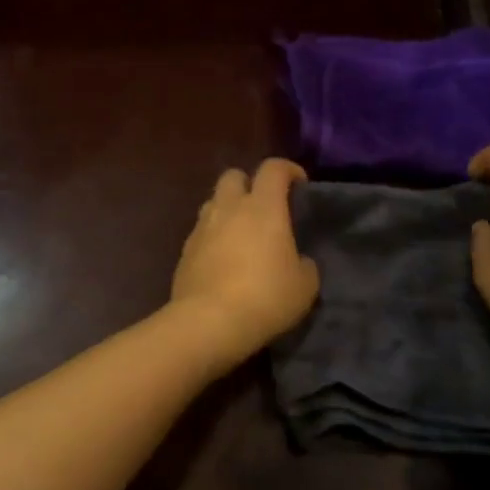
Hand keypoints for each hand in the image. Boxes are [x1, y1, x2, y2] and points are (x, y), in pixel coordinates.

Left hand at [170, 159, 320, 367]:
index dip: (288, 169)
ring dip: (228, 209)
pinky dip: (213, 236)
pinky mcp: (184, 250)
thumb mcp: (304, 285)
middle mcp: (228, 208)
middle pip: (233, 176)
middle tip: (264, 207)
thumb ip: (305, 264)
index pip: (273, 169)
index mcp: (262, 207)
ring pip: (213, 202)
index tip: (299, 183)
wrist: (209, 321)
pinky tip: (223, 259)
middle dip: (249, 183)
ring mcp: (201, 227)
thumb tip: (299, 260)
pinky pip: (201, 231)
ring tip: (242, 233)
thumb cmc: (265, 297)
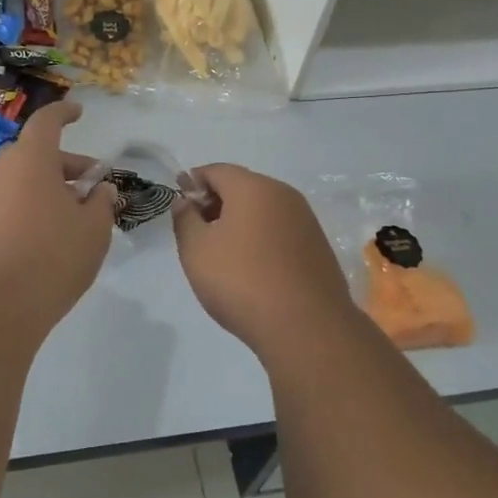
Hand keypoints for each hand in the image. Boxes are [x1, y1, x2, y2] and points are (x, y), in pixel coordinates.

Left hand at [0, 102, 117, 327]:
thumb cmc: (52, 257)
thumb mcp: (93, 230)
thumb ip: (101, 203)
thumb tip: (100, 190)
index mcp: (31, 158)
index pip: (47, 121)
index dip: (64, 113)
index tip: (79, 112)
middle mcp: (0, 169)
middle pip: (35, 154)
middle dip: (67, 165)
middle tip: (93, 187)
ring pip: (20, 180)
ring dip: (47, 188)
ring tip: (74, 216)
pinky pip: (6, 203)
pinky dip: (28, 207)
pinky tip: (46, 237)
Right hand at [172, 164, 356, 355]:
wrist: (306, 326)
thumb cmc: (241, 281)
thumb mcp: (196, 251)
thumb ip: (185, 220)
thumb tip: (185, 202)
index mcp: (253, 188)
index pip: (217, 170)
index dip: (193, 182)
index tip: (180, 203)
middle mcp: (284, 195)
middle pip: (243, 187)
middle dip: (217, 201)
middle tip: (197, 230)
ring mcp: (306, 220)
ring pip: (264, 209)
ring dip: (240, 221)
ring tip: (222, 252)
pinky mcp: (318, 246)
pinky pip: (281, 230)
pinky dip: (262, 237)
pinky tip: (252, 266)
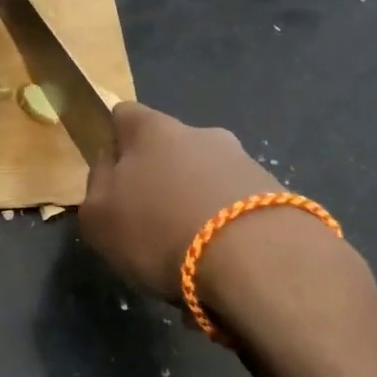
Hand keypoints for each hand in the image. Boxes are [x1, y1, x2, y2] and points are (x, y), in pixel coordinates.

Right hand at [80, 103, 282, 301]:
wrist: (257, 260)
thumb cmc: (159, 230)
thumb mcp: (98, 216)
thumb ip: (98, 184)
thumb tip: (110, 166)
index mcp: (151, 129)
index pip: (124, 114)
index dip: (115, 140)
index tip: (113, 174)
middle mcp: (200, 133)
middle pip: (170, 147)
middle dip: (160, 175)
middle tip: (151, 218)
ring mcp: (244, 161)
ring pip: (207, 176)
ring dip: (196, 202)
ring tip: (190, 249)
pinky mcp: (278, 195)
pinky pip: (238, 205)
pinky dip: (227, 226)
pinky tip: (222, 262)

- **WORK REQUEST**
Could you please return the entries above exactly, minus the pictures?

- **EXERCISE ANSWER**
Hand keypoints for each hand in the image. Boxes are [x1, y1, x2, y2] and points are (x, y), in pixel coordinates.

Left hand at [170, 159, 320, 367]:
index dip: (288, 169)
ring dip: (228, 209)
pinky dip: (213, 236)
pinky mcp: (184, 250)
thumb mcp: (304, 285)
middle mcp: (228, 208)
middle pip: (233, 176)
middle tip: (264, 207)
thumb ip: (305, 264)
index pip: (273, 169)
index mcp: (262, 207)
ring pip: (213, 202)
index tip: (299, 183)
wrist: (209, 321)
pinky tip: (223, 259)
middle dip: (249, 183)
ring mcp: (201, 227)
thumb tip: (299, 260)
pinky pip: (201, 231)
ring tip: (242, 233)
thumb cmc: (265, 297)
Hand keypoints for each hand in the image. Boxes are [x1, y1, x2, y2] and points are (x, y), in pixel coordinates.

Left hand at [0, 102, 117, 327]:
thumb cmc: (52, 257)
thumb mcp: (93, 230)
thumb ip: (101, 203)
thumb tip: (100, 190)
index mcp: (31, 158)
index pip: (47, 121)
index dip: (64, 113)
index tip: (79, 112)
middle mcp: (0, 169)
middle pip: (35, 154)
middle dip: (67, 165)
middle tip: (93, 187)
ring pip: (20, 180)
ring dip: (47, 188)
ring tip: (74, 216)
pinky pip: (6, 203)
pinky dip: (28, 207)
pinky tip: (46, 237)
Right hand at [172, 164, 356, 355]:
wrist: (306, 326)
thumb cmc: (241, 281)
thumb mcp: (196, 251)
thumb ip: (185, 220)
thumb tip: (185, 202)
index mcp: (253, 188)
index pip: (217, 170)
index dip: (193, 182)
index tip: (180, 203)
middle mcp: (284, 195)
middle pip: (243, 187)
middle dip: (217, 201)
middle tip: (197, 230)
ring mcp: (306, 220)
ring pip: (264, 209)
ring dip: (240, 221)
ring tip: (222, 252)
pinky mcp: (318, 246)
pinky pip: (281, 230)
pinky dip: (262, 237)
pinky tip: (252, 266)
Hand keypoints for each hand in the image. Boxes are [x1, y1, x2, y2] and points are (x, y), in pixel coordinates.

Right hand at [80, 103, 282, 301]:
wrist: (257, 260)
thumb cmc: (159, 230)
thumb mcp: (98, 216)
thumb ip: (98, 184)
thumb tip: (110, 166)
index mcp: (151, 129)
index pip: (124, 114)
index dip: (115, 140)
index tip: (113, 174)
middle mcp: (200, 133)
middle pip: (170, 147)
middle dip: (160, 175)
middle tip: (151, 218)
ring mcp: (244, 161)
ring pip: (207, 176)
ring dip: (196, 202)
ring tip: (190, 249)
pinky mcp: (278, 195)
pinky pip: (238, 205)
pinky dip: (227, 226)
pinky tip: (222, 262)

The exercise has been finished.